• _Directions_: Could you output every record below exactly as it appears?

[Stored data entries]
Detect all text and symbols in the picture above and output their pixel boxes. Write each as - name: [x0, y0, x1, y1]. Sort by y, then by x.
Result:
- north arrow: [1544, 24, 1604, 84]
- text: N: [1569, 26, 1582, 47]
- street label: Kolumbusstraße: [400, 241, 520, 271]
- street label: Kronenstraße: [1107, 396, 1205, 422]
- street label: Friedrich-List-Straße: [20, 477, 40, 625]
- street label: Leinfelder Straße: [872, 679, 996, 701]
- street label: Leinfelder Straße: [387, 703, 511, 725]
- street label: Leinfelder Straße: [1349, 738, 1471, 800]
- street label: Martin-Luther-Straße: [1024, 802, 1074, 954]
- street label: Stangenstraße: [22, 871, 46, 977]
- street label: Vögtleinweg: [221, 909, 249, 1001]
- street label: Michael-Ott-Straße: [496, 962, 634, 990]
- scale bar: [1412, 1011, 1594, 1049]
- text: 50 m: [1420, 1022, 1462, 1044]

• _Exercise response_:
Detect all text and symbols in the picture above and output their pixel boxes. Write each as - name: [x0, y0, x1, y1]. Sort by y, then by x.
Result:
- north arrow: [1544, 24, 1604, 84]
- text: N: [1569, 26, 1582, 47]
- street label: Kolumbusstraße: [400, 241, 520, 271]
- street label: Kronenstraße: [1107, 396, 1205, 422]
- street label: Friedrich-List-Straße: [20, 477, 40, 625]
- street label: Leinfelder Straße: [872, 679, 996, 701]
- street label: Leinfelder Straße: [387, 703, 511, 725]
- street label: Leinfelder Straße: [1349, 738, 1471, 800]
- street label: Martin-Luther-Straße: [1024, 802, 1074, 954]
- street label: Stangenstraße: [22, 871, 46, 977]
- street label: Vögtleinweg: [221, 909, 249, 1001]
- street label: Michael-Ott-Straße: [496, 962, 634, 990]
- scale bar: [1412, 1011, 1594, 1049]
- text: 50 m: [1420, 1022, 1462, 1044]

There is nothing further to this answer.